Why is this so bad? Professor Sherry Turkle always starts his classes at Massachusetts Institute of Technology – one of the leading universities for science in the world – by asking students how they were first drawn to science. Almost always it was by tinkering with an object – a radio or air conditioning units or marbles – and trying to figure out how they work. “The limit of testing is not the limit of inquiry,” he says, warning that ditching this for learning by rote from worksheets lays a wet blanket over scientific enthusiasm.
But there is a nasty sting here. Teachers are ditching these projects because they believe health and safety rules make them impossible – but in fact, the rules do no such thing.
The Royal Society of Chemistry recently issued a report – ‘Surely That’s Banned?’ – showing that very little is banned or legally risky for science teachers.

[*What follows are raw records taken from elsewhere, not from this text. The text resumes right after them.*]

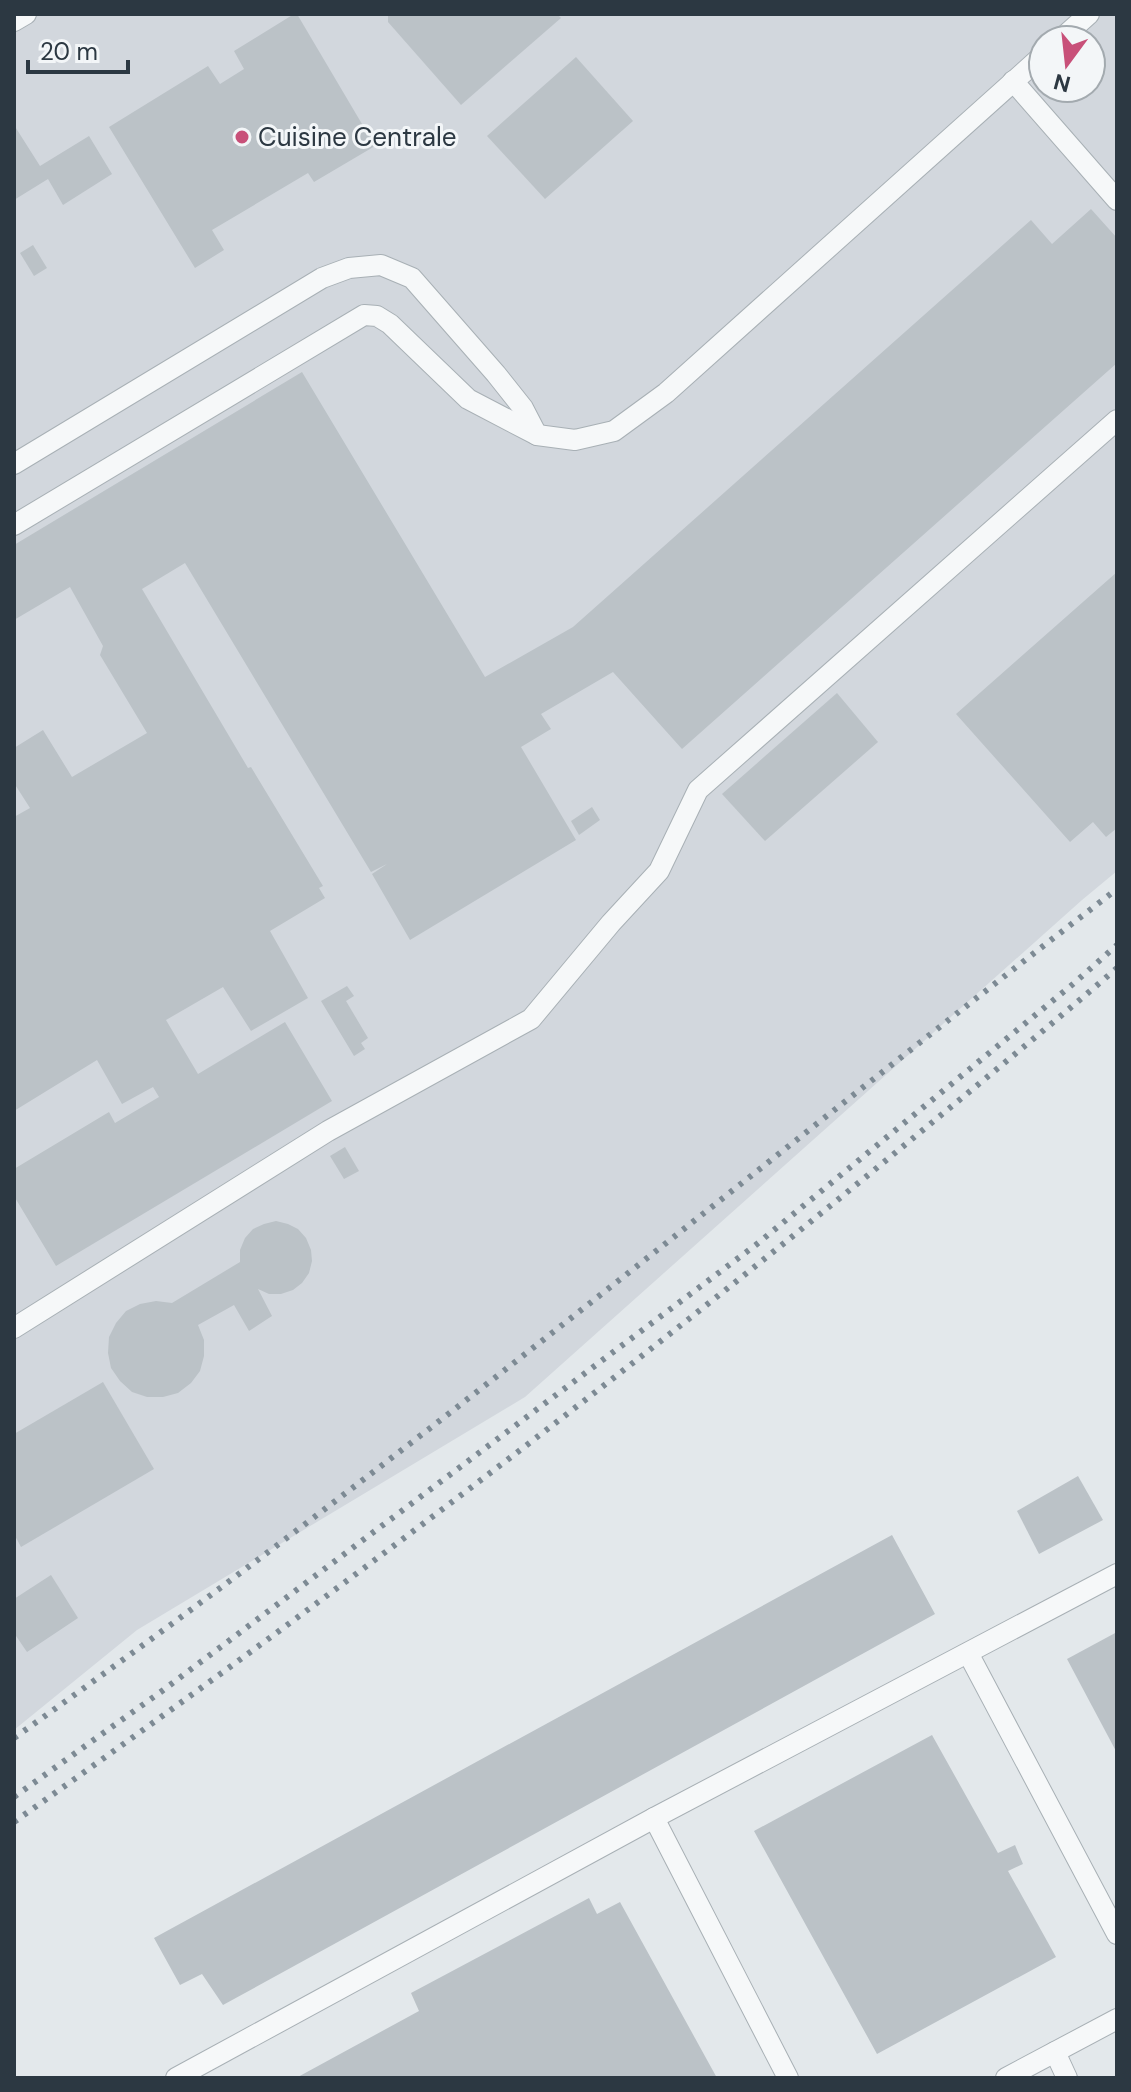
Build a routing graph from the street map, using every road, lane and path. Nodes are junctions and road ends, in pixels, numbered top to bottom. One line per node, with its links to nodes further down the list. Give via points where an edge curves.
1 (26, 14): 2 (lane)
2 (14, 21)
3 (1027, 69): 4 (lane)
4 (1013, 81): 5 (lane); 7 (lane, via 656,400 614,431 575,440)
5 (1117, 200)
6 (1117, 420): 10 (lane, via 698,790 659,871 531,1019 328,1131)
7 (537, 435): 8 (lane, via 523,408 442,310 412,278 381,265 322,278); 9 (lane, via 468,399 390,324 364,315)
8 (14, 464)
9 (14, 525)
10 (14, 1328)
11 (1117, 1574): 12 (lane)
12 (968, 1653): 13 (lane); 14 (lane)
13 (654, 1818): 17 (lane); 18 (lane)
14 (1117, 1934)
15 (1117, 2019): 16 (lane)
16 (1055, 2052): 19 (lane); 20 (lane)
17 (176, 2078)
18 (788, 2078)
19 (1006, 2078)
20 (1067, 2078)

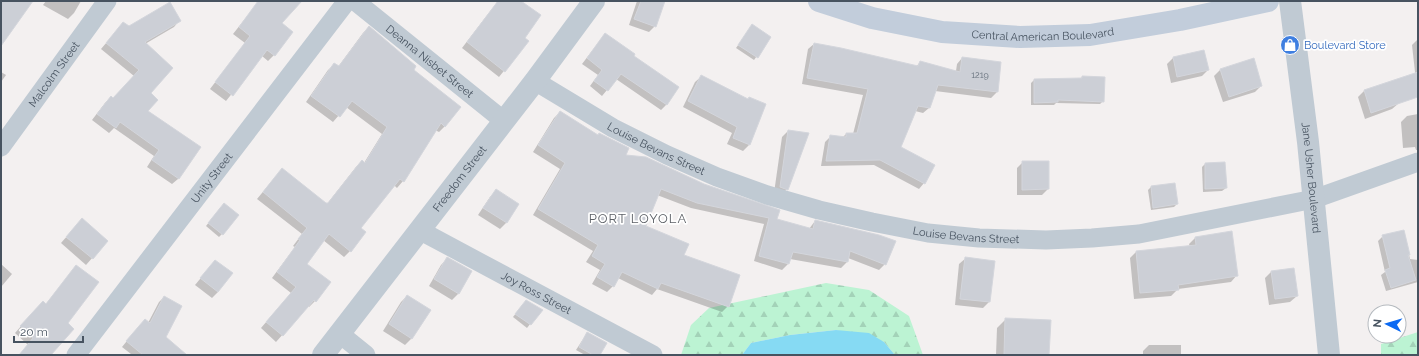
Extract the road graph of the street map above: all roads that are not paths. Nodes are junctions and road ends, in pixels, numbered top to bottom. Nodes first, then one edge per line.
1 (107, 1) edge
2 (347, 1) edge
3 (355, 1) edge
4 (594, 1) edge
5 (819, 1) edge
6 (1268, 1) edge
7 (1290, 1) edge
8 (535, 81) junction
9 (504, 121) junction
10 (1, 147) edge
11 (1418, 162) edge
12 (1314, 199) junction
13 (419, 230) junction
14 (340, 334) junction
15 (76, 355) edge
16 (323, 355) edge
17 (366, 355) edge
18 (653, 355) edge
19 (1329, 355) edge

1 - 10 street, Malcolm Street
2 - 15 street, Unity Street
3 - 9 street, Deanna Nisbet Street
4 - 8 street, Freedom Street
5 - 6 main road, Central American Boulevard
7 - 12 street, Jane Usher Boulevard
8 - 9 street, Freedom Street
8 - 12 street, Louise Bevans Street
9 - 13 street, Freedom Street
11 - 12 street, Louise Bevans Street
12 - 19 street, Jane Usher Boulevard
13 - 14 street, Freedom Street
13 - 18 street, Joy Ross Street
14 - 16 street, Freedom Street
14 - 17 street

As with almost all the Health and Safety scares that periodically ripple through Britain, it is the Littlejohnian lies trumped up by the press – rather than the laws themselves – that are the problem. Teachers become terrified they will be sued, because they have read fake stories about it in the press. Indeed, as I have written about before [http://www.independent.co.uk/opinion/commentators/johann-hari/johann-hari-death-on-the-building-site-an-unseen-tragedy-464714.html], our real health and safety laws are so pitifully weak and poorly enforced they don’t even protect people in real danger.

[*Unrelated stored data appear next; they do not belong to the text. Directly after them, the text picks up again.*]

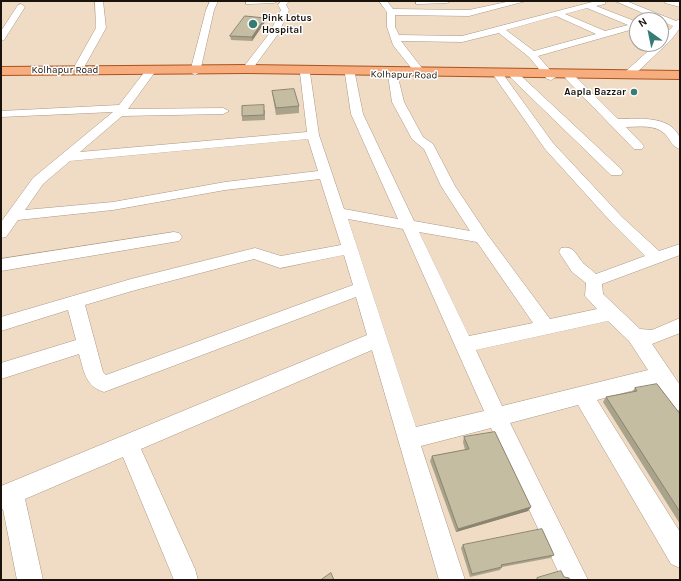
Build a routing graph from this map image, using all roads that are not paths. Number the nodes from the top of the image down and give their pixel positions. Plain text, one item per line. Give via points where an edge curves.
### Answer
1 (99, 1) edge
2 (214, 1) edge
3 (274, 1) edge
4 (285, 1) edge
5 (447, 1) edge
6 (451, 1) edge
7 (477, 1) edge
8 (522, 1) edge
9 (619, 1) edge
10 (668, 1) edge
11 (249, 2) edge
12 (384, 2) edge
13 (602, 2) dead end
14 (680, 5) edge
15 (588, 6) junction
16 (660, 6) dead end
17 (21, 7) dead end
18 (485, 10) junction
19 (391, 12) junction
20 (460, 14) junction
21 (558, 14) junction
22 (680, 14) edge
23 (629, 22) edge
24 (629, 28) edge
25 (501, 30) junction
26 (676, 31) edge
27 (606, 35) junction
28 (1, 38) edge
29 (396, 38) junction
30 (532, 55) junction
31 (78, 69) junction
32 (247, 69) junction
33 (129, 70) junction
34 (1, 71) edge
35 (196, 71) junction
36 (150, 72) junction
37 (420, 72) junction
38 (306, 73) junction
39 (350, 74) junction
40 (628, 74) junction
41 (393, 75) junction
42 (548, 75) junction
43 (680, 75) edge
44 (499, 76) junction
45 (515, 76) junction
46 (570, 77) junction
47 (680, 78) edge
48 (121, 110) junction
49 (223, 111) dead end
50 (1, 114) edge
51 (615, 123) junction
52 (313, 135) junction
53 (680, 145) edge
54 (638, 146) dead end
55 (66, 157) junction
56 (616, 172) dead end
57 (326, 174) junction
58 (338, 213) junction
59 (12, 216) junction
60 (409, 225) junction
61 (1, 233) edge
62 (174, 237) dead end
63 (482, 238) junction
64 (350, 249) junction
65 (680, 249) edge
66 (567, 252) dead end
67 (657, 258) junction
68 (1, 265) edge
69 (594, 281) junction
70 (362, 288) junction
71 (75, 302) junction
72 (612, 313) junction
73 (1, 324) edge
74 (680, 325) edge
75 (546, 327) junction
76 (636, 336) junction
77 (378, 339) junction
78 (86, 344) junction
79 (464, 345) junction
80 (1, 371) edge
81 (662, 375) junction
82 (583, 395) junction
83 (680, 402) edge
84 (497, 417) junction
85 (409, 439) junction
86 (128, 444) junction
87 (6, 495) edge
88 (680, 555) edge
89 (186, 578) dead end
90 (449, 579) edge
91 (30, 580) edge
92 (575, 580) edge

1 - 31 street via 101,28
2 - 35 street
3 - 11 street
4 - 32 street via 282,5 284,14 276,30
5 - 12 street
6 - 20 street
7 - 18 street
8 - 18 street
9 - 26 street
10 - 14 street
12 - 19 street
13 - 15 street
15 - 21 street
15 - 23 street
16 - 22 street
17 - 28 street
18 - 20 street
19 - 20 street
19 - 29 street via 391,27
21 - 25 street
21 - 27 street
24 - 27 street
25 - 29 street via 462,39
25 - 30 street
26 - 40 street
27 - 30 street
29 - 37 street via 398,45
30 - 42 street
31 - 33 main road, Kolhapur Road
31 - 34 main road, Kolhapur Road
32 - 35 main road, Kolhapur Road
32 - 37 main road, Kolhapur Road
33 - 35 main road, Kolhapur Road
33 - 36 main road, Kolhapur Road
35 - 36 main road, Kolhapur Road
35 - 38 main road, Kolhapur Road
36 - 48 street
37 - 42 main road, Kolhapur Road
38 - 39 main road, Kolhapur Road
38 - 52 street
39 - 41 main road, Kolhapur Road
39 - 60 street via 357,114
40 - 42 main road, Kolhapur Road
40 - 43 main road, Kolhapur Road
41 - 44 main road, Kolhapur Road
41 - 63 street via 398,102 418,139 429,147 448,186
42 - 45 main road, Kolhapur Road
42 - 46 main road, Kolhapur Road
44 - 45 main road, Kolhapur Road
44 - 67 street via 549,146
45 - 56 street
46 - 47 main road, Kolhapur Road
46 - 51 street
48 - 49 street
48 - 50 street
48 - 55 street
51 - 53 street via 654,123 668,130
51 - 54 street
52 - 55 street
52 - 57 street
55 - 59 street via 38,181
57 - 58 street
57 - 59 street via 225,186 113,206
58 - 60 street
58 - 64 street
59 - 61 street
60 - 63 street
60 - 79 street
62 - 68 street
63 - 75 street
64 - 70 street
64 - 71 street via 280,262 255,253
65 - 67 street
66 - 69 street via 578,268
67 - 69 street
69 - 72 street via 594,296
70 - 77 street
70 - 78 street via 104,384 95,377
71 - 73 street
71 - 78 street
72 - 75 street
72 - 76 street
74 - 76 street via 653,337
75 - 79 street
76 - 81 street
77 - 85 street
77 - 86 street
78 - 80 street
79 - 84 street
81 - 82 street
81 - 83 street
82 - 84 street
82 - 88 street
84 - 85 street
84 - 92 street
85 - 90 street
86 - 87 street
86 - 89 street
87 - 91 street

So fields trips and dissection are, alas, just another victim of the bogus right-wing ‘Elf n’ Safety hysteria.

Yeah, it's all that Thatcher's fault innit. Or the Mail. Or Littlejohn.
The first step in correcting errors is to recognise that they occur. You have managed this. The second step is to understand why they occur. "Itsa right-wing innit" isn't always the right answer. Until you can enquire intelligently to get question two right, you'll never get onto Step Three - dealing with the problem.

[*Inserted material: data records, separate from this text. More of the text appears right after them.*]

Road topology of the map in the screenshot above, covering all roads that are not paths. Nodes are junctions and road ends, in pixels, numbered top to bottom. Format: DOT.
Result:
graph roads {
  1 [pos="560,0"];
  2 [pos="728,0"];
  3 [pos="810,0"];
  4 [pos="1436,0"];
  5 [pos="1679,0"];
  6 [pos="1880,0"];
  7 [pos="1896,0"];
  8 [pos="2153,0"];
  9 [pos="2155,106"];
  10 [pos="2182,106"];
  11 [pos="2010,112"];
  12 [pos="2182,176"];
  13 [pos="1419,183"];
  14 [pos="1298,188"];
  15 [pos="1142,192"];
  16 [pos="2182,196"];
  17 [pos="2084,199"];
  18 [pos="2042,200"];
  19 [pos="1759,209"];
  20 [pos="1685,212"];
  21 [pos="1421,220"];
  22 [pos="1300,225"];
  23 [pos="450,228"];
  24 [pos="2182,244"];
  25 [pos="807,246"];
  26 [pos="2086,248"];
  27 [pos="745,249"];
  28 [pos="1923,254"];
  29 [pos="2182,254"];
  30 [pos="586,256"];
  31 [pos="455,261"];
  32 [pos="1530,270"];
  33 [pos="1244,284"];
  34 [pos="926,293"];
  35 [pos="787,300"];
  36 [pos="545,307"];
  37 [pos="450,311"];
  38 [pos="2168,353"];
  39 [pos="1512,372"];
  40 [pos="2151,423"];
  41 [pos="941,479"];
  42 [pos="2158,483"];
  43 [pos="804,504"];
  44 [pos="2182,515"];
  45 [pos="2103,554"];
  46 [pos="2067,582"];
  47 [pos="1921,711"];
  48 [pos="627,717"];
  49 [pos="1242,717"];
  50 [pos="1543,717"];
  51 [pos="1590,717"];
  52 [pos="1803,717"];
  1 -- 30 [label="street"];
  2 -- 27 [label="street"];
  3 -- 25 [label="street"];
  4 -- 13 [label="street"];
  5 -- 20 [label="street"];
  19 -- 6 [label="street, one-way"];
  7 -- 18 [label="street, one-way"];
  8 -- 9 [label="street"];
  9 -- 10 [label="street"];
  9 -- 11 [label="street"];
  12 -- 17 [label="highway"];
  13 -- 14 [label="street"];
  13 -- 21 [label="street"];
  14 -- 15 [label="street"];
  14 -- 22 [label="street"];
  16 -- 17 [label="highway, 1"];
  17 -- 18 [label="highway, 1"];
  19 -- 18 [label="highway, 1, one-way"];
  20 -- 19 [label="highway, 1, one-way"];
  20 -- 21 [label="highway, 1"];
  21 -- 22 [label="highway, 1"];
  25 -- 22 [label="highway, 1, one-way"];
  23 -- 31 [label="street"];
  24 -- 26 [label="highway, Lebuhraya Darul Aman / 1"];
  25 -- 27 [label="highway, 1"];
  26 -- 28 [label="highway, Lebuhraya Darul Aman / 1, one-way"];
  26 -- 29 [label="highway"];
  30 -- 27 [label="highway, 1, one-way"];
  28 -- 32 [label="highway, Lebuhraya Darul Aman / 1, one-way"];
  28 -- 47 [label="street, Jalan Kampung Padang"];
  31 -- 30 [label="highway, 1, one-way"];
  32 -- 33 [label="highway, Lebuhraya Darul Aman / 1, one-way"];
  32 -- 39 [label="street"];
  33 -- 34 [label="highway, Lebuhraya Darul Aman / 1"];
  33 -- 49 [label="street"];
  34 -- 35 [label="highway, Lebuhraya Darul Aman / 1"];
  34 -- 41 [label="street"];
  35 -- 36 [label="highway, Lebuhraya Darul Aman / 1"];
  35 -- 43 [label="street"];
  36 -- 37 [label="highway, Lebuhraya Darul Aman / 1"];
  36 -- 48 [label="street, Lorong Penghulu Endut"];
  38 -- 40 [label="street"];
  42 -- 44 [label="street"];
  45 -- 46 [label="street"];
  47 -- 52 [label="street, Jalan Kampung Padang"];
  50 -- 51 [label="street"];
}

Still, why bother when you can make a good living blaming 'the right wing'. Pathetic
Posted by: Michael Taylor | Friday, 04 July 2008 at 03:07 PM
I’ve heard this point made before and agree that such “stories” are fodder for the hacks. But I do question whether teachers can really be so ignorant of the law’s reality? Are they really that gullible? What about the councils who fence off conker-trees and the like? Are these stories fabricated, too? (Not being rhetorical, I honestly don’t know.) Are the councils (and all those other organisations, fete-holders and the rest) similarly misinformed? Don’t they have legal departments? Or if they do, are they all staffed by gutter press pap-suckers?
I guess the crux is in my own admission that I’m not sure – the “when in doubt, refrain” mechanism must be kicking in across a broad front, it seems. Then again, why don’t the conkering councils get a bit more militant on behalf of their electorates and defy the lies? When did a council with a big publishing facility last issue any defiant reassurances to the contrary? “Don’t worry folks – have your gymkhana and sod ‘em if they can’t take a joke!” Could it be that other agendas, budgets are influencing the reticence, as well?
You’d also surely have to lay some blame on the transatlantic litigious tendency, the compensation culture et al so virulent amongst the citizenry at large? Is that what the organisers really fear when they call off the tombola?
Wherever the fault lies, the solution looks pretty clear – as per this article, why can’t the truth about these laws’ efficacy/inadequacy be more broadly promulgated?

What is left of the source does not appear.